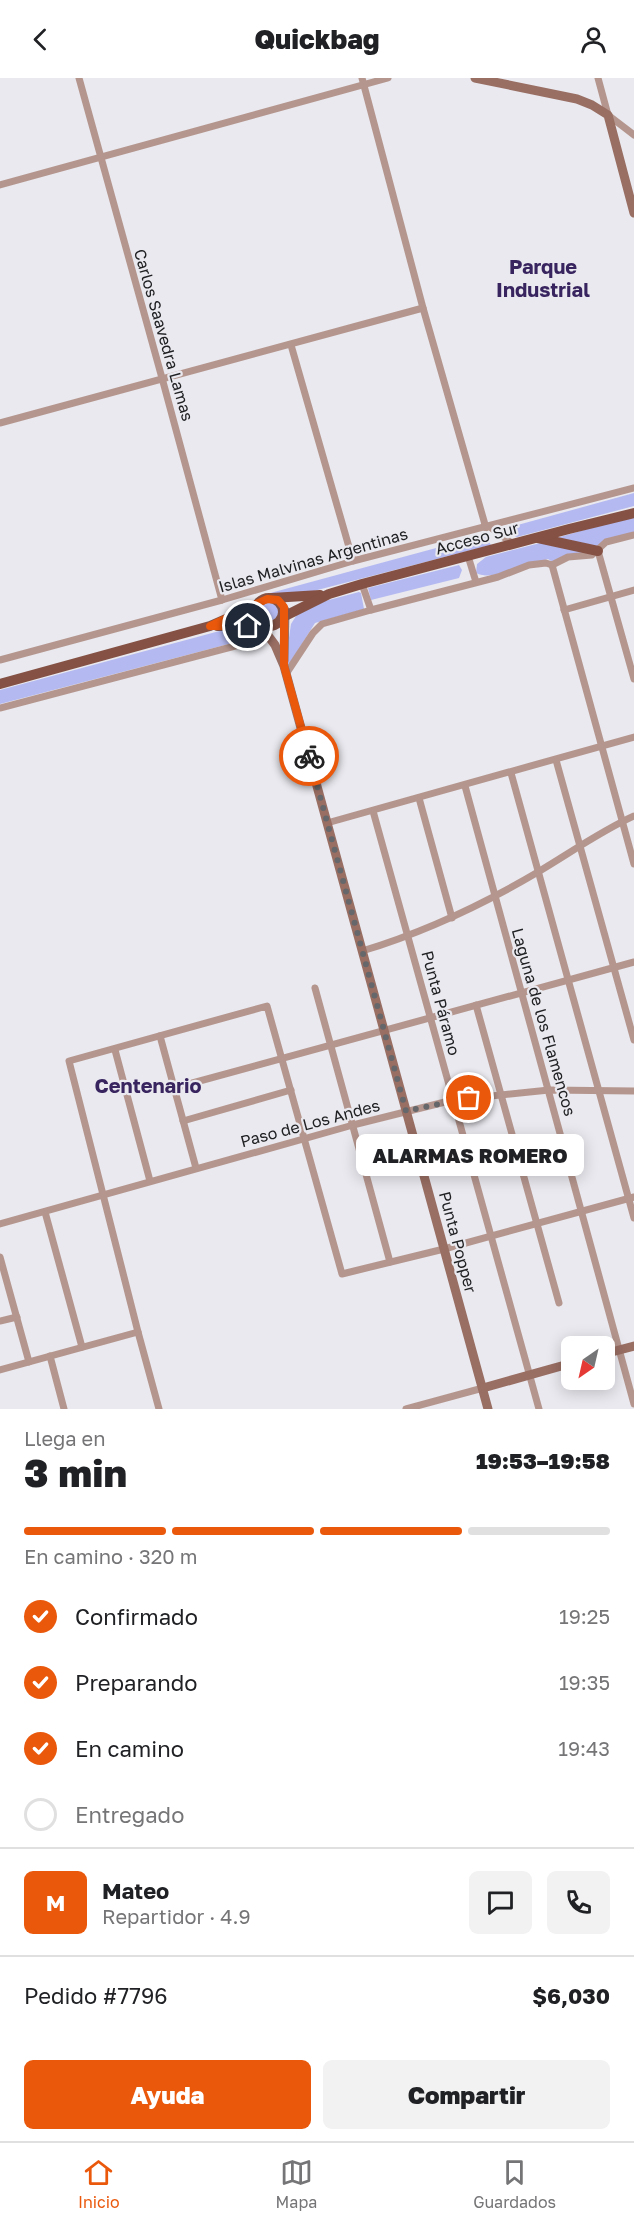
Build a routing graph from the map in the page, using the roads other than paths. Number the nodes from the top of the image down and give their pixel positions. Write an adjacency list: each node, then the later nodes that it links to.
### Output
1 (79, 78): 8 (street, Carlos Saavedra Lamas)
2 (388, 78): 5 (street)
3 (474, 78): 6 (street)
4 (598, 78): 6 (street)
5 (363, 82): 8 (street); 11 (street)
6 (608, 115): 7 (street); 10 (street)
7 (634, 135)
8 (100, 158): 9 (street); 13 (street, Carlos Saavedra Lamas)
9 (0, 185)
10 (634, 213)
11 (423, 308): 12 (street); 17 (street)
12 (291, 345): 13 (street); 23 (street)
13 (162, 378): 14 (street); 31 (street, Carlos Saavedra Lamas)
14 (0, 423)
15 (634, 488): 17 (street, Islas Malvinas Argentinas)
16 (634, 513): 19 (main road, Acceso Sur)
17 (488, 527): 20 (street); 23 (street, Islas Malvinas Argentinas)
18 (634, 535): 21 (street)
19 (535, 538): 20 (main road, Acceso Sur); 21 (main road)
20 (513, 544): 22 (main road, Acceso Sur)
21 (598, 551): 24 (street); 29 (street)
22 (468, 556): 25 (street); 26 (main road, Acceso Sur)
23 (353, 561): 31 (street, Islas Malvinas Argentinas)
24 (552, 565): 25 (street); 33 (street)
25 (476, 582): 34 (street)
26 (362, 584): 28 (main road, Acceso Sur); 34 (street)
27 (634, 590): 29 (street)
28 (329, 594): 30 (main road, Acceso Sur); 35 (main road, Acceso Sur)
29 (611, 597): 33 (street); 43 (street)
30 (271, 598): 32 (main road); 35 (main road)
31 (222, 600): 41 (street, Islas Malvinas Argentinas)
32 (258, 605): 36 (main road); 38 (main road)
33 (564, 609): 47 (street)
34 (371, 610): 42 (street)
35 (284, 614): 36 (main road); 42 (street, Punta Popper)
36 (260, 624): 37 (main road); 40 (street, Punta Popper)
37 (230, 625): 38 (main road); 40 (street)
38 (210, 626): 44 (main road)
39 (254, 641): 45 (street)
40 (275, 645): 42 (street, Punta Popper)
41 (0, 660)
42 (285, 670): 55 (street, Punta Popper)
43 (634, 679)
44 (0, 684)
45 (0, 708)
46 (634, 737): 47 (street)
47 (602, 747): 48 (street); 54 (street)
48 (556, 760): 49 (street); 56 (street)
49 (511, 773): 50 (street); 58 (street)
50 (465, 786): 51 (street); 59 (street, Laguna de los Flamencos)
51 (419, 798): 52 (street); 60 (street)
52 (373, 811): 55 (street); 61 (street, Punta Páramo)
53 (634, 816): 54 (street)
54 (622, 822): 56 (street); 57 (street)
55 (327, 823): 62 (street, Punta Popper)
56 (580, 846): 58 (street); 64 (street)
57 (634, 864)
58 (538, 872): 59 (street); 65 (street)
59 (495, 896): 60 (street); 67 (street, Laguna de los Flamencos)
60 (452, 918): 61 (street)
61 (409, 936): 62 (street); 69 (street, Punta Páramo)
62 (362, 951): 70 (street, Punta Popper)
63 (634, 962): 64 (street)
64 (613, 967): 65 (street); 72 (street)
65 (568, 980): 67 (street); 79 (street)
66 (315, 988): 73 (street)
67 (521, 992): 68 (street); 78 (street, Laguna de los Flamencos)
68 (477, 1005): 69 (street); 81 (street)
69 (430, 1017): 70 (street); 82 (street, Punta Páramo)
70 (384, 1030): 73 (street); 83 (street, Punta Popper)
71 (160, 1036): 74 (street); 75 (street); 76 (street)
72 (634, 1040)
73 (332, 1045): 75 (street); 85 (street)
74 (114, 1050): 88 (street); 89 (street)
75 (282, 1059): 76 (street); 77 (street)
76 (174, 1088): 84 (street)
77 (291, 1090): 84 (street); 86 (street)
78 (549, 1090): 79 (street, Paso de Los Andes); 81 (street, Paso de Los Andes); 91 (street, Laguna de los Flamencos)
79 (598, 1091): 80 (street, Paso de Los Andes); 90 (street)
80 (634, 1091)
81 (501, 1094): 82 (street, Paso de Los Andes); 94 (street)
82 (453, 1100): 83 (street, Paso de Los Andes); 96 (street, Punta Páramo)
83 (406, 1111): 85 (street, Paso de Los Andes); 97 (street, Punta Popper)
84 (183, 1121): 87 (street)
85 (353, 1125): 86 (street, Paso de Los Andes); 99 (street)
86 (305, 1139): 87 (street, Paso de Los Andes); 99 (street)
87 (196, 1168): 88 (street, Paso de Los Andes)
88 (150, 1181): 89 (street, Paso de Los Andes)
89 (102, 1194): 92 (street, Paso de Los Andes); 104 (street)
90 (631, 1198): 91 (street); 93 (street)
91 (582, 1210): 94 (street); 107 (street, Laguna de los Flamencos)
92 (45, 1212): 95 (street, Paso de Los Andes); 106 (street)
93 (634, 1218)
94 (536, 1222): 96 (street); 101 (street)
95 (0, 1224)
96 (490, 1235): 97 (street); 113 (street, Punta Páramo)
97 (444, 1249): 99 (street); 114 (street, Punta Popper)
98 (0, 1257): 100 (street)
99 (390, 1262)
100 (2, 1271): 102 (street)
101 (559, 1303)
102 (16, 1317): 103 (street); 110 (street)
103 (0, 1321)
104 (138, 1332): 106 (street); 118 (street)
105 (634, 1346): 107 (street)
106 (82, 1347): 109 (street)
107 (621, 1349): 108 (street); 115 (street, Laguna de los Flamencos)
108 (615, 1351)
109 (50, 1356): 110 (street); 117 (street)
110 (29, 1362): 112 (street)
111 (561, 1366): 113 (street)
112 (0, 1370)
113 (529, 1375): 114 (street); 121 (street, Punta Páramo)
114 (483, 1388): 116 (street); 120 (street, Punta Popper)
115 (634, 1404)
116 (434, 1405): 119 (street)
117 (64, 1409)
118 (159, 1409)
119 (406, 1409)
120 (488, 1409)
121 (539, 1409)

**Required action**
Work through the entries above and report the number of lines that include "Páramo", with nothing else.

**Response**
6